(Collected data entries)
· · · · · · ·

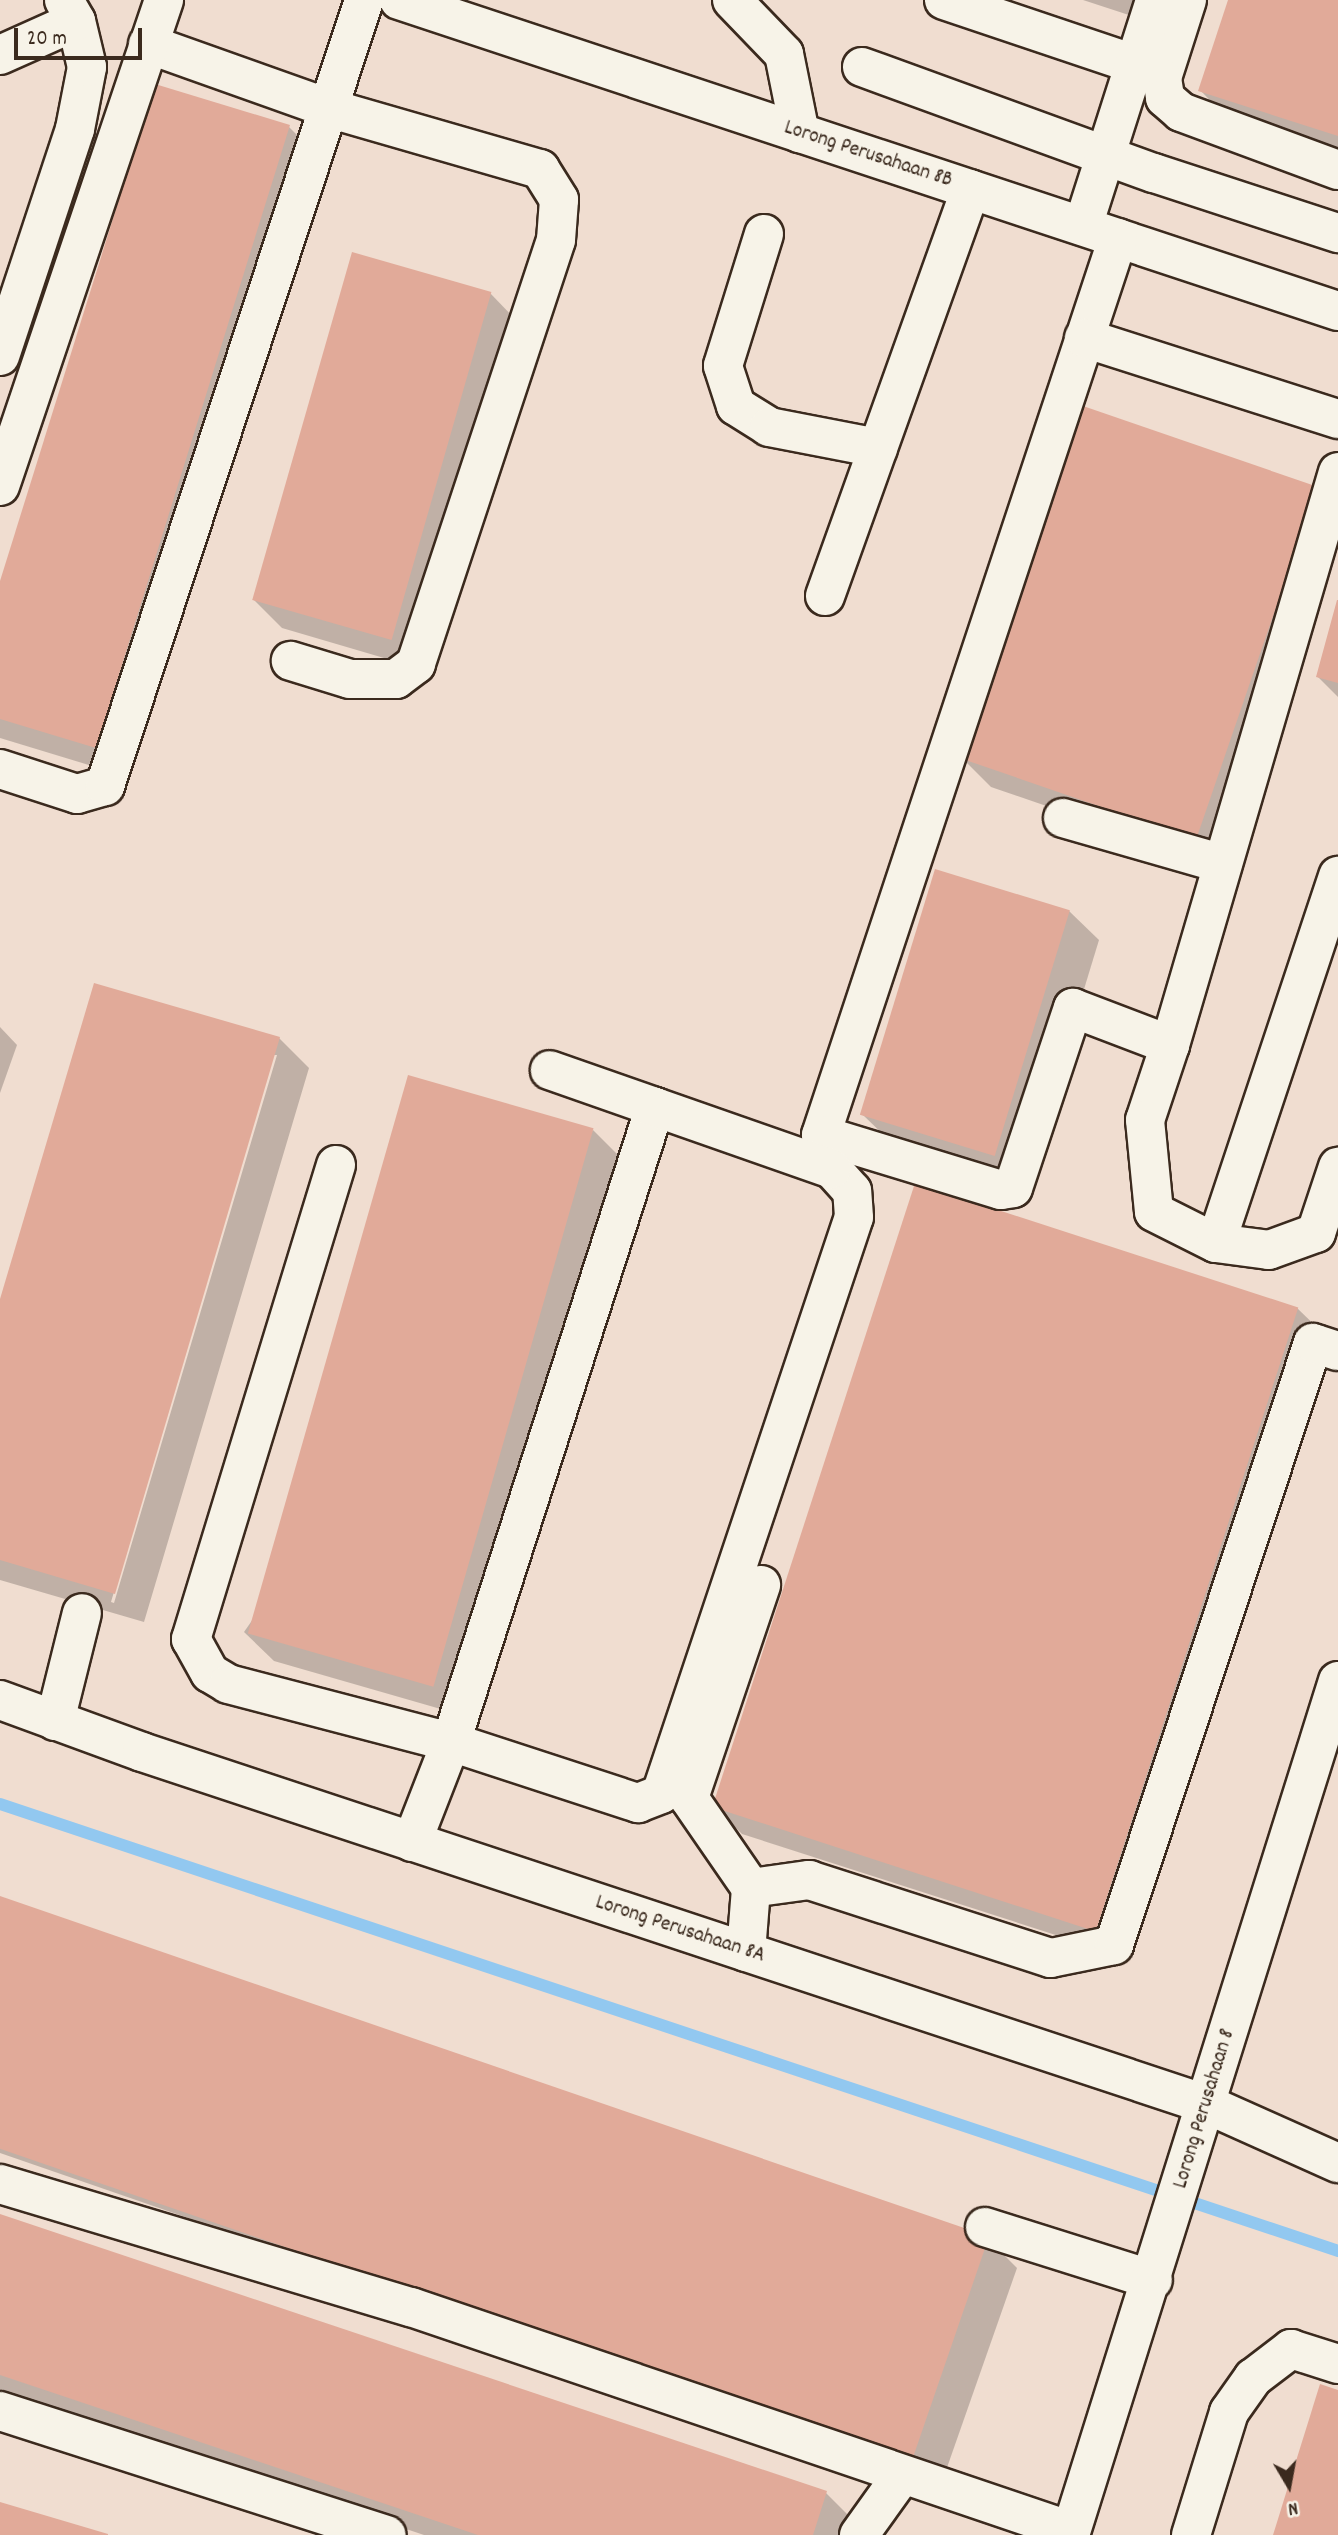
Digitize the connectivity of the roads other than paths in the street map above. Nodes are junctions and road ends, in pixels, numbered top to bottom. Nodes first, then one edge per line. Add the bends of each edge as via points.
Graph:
1 (164, 0) edge
2 (364, 0) edge
3 (399, 0) edge
4 (733, 0) edge
5 (944, 0) edge
6 (1155, 0) edge
7 (1187, 0) edge
8 (70, 11) edge
9 (148, 44) junction
10 (0, 55) edge
11 (1134, 64) junction
12 (862, 67) dead end
13 (328, 108) junction
14 (800, 132) junction
15 (1106, 154) junction
16 (1338, 170) edge
17 (971, 189) junction
18 (1100, 232) junction
19 (1338, 233) edge
20 (764, 234) dead end
21 (1338, 311) edge
22 (1084, 338) junction
23 (0, 356) edge
24 (1338, 419) edge
25 (878, 448) junction
26 (1338, 472) edge
27 (0, 486) edge
28 (825, 596) dead end
29 (291, 661) dead end
30 (0, 769) edge
31 (1063, 818) dead end
32 (1223, 864) junction
33 (1338, 876) edge
34 (1170, 1045) junction
35 (550, 1070) dead end
36 (655, 1107) junction
37 (336, 1165) dead end
38 (1338, 1167) edge
39 (1216, 1243) junction
40 (1338, 1351) edge
41 (761, 1585) dead end
42 (82, 1613) dead end
43 (1338, 1681) edge
44 (0, 1700) edge
45 (55, 1721) junction
46 (451, 1742) junction
47 (412, 1842) junction
48 (751, 1888) junction
49 (746, 1952) junction
50 (1206, 2104) junction
51 (1338, 2163) edge
52 (0, 2184) edge
53 (985, 2227) dead end
54 (1158, 2264) junction
55 (1338, 2364) edge
56 (0, 2411) edge
57 (902, 2475) junction
58 (1070, 2533) edge
59 (387, 2535) edge
60 (859, 2535) edge
61 (1191, 2535) edge

1 - 9 street
2 - 13 street
3 - 14 street, Lorong Perusahaan 8B
4 - 14 street via 784,54
5 - 11 street
6 - 11 street
7 - 16 street via 1162,78 1165,98 1181,112
8 - 10 street
8 - 23 street via 87,67 75,129
9 - 13 street
9 - 27 street
11 - 15 street
12 - 15 street
13 - 29 street via 540,169 559,200 556,240 416,664 396,679 350,679
13 - 30 street via 105,786 77,794
14 - 17 street, Lorong Perusahaan 8B
15 - 18 street
15 - 19 street
17 - 18 street, Lorong Perusahaan 8B
17 - 25 street
18 - 21 street, Lorong Perusahaan 8B
18 - 22 street
20 - 25 street via 723,366 736,406 769,427
22 - 24 street
22 - 34 street via 821,1135 1001,1190 1013,1188 1073,1008
25 - 28 street
26 - 32 street
31 - 32 street
32 - 34 street
33 - 39 street
34 - 39 street via 1144,1120 1154,1212
35 - 36 street
36 - 46 street
36 - 46 street via 831,1169 852,1191 854,1217 661,1794 638,1803
37 - 46 street via 191,1639 210,1673 228,1684
38 - 39 street via 1316,1233 1269,1251
40 - 48 street via 1313,1343 1114,1945 1051,1958 809,1880
41 - 48 street via 689,1798
42 - 45 street
43 - 50 street, Lorong Perusahaan 8
44 - 45 street, Lorong Perusahaan 8A
45 - 47 street, Lorong Perusahaan 8A
46 - 47 street
47 - 49 street, Lorong Perusahaan 8A
48 - 49 street
49 - 50 street, Lorong Perusahaan 8A
50 - 51 street, Lorong Perusahaan 8A
50 - 54 street, Lorong Perusahaan 8
52 - 57 street via 411,2307
53 - 54 street
54 - 58 street, Lorong Perusahaan 8
55 - 61 street via 1290,2349 1253,2378 1229,2412
56 - 59 street
57 - 58 street
57 - 60 street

· · · · · · ·

Without the pictures, print the records in full, exactly as they appear.

Digitize the connectivity of the roads other than paths in the street map above. Nodes are junctions and road ends, in pixels, numbered top to bottom. Nodes first, then one edge per line. Add the bends of each edge as via points.
Graph:
1 (164, 0) edge
2 (364, 0) edge
3 (399, 0) edge
4 (733, 0) edge
5 (944, 0) edge
6 (1155, 0) edge
7 (1187, 0) edge
8 (70, 11) edge
9 (148, 44) junction
10 (0, 55) edge
11 (1134, 64) junction
12 (862, 67) dead end
13 (328, 108) junction
14 (800, 132) junction
15 (1106, 154) junction
16 (1338, 170) edge
17 (971, 189) junction
18 (1100, 232) junction
19 (1338, 233) edge
20 (764, 234) dead end
21 (1338, 311) edge
22 (1084, 338) junction
23 (0, 356) edge
24 (1338, 419) edge
25 (878, 448) junction
26 (1338, 472) edge
27 (0, 486) edge
28 (825, 596) dead end
29 (291, 661) dead end
30 (0, 769) edge
31 (1063, 818) dead end
32 (1223, 864) junction
33 (1338, 876) edge
34 (1170, 1045) junction
35 (550, 1070) dead end
36 (655, 1107) junction
37 (336, 1165) dead end
38 (1338, 1167) edge
39 (1216, 1243) junction
40 (1338, 1351) edge
41 (761, 1585) dead end
42 (82, 1613) dead end
43 (1338, 1681) edge
44 (0, 1700) edge
45 (55, 1721) junction
46 (451, 1742) junction
47 (412, 1842) junction
48 (751, 1888) junction
49 (746, 1952) junction
50 (1206, 2104) junction
51 (1338, 2163) edge
52 (0, 2184) edge
53 (985, 2227) dead end
54 (1158, 2264) junction
55 (1338, 2364) edge
56 (0, 2411) edge
57 (902, 2475) junction
58 (1070, 2533) edge
59 (387, 2535) edge
60 (859, 2535) edge
61 (1191, 2535) edge

1 - 9 street
2 - 13 street
3 - 14 street, Lorong Perusahaan 8B
4 - 14 street via 784,54
5 - 11 street
6 - 11 street
7 - 16 street via 1162,78 1165,98 1181,112
8 - 10 street
8 - 23 street via 87,67 75,129
9 - 13 street
9 - 27 street
11 - 15 street
12 - 15 street
13 - 29 street via 540,169 559,200 556,240 416,664 396,679 350,679
13 - 30 street via 105,786 77,794
14 - 17 street, Lorong Perusahaan 8B
15 - 18 street
15 - 19 street
17 - 18 street, Lorong Perusahaan 8B
17 - 25 street
18 - 21 street, Lorong Perusahaan 8B
18 - 22 street
20 - 25 street via 723,366 736,406 769,427
22 - 24 street
22 - 34 street via 821,1135 1001,1190 1013,1188 1073,1008
25 - 28 street
26 - 32 street
31 - 32 street
32 - 34 street
33 - 39 street
34 - 39 street via 1144,1120 1154,1212
35 - 36 street
36 - 46 street
36 - 46 street via 831,1169 852,1191 854,1217 661,1794 638,1803
37 - 46 street via 191,1639 210,1673 228,1684
38 - 39 street via 1316,1233 1269,1251
40 - 48 street via 1313,1343 1114,1945 1051,1958 809,1880
41 - 48 street via 689,1798
42 - 45 street
43 - 50 street, Lorong Perusahaan 8
44 - 45 street, Lorong Perusahaan 8A
45 - 47 street, Lorong Perusahaan 8A
46 - 47 street
47 - 49 street, Lorong Perusahaan 8A
48 - 49 street
49 - 50 street, Lorong Perusahaan 8A
50 - 51 street, Lorong Perusahaan 8A
50 - 54 street, Lorong Perusahaan 8
52 - 57 street via 411,2307
53 - 54 street
54 - 58 street, Lorong Perusahaan 8
55 - 61 street via 1290,2349 1253,2378 1229,2412
56 - 59 street
57 - 58 street
57 - 60 street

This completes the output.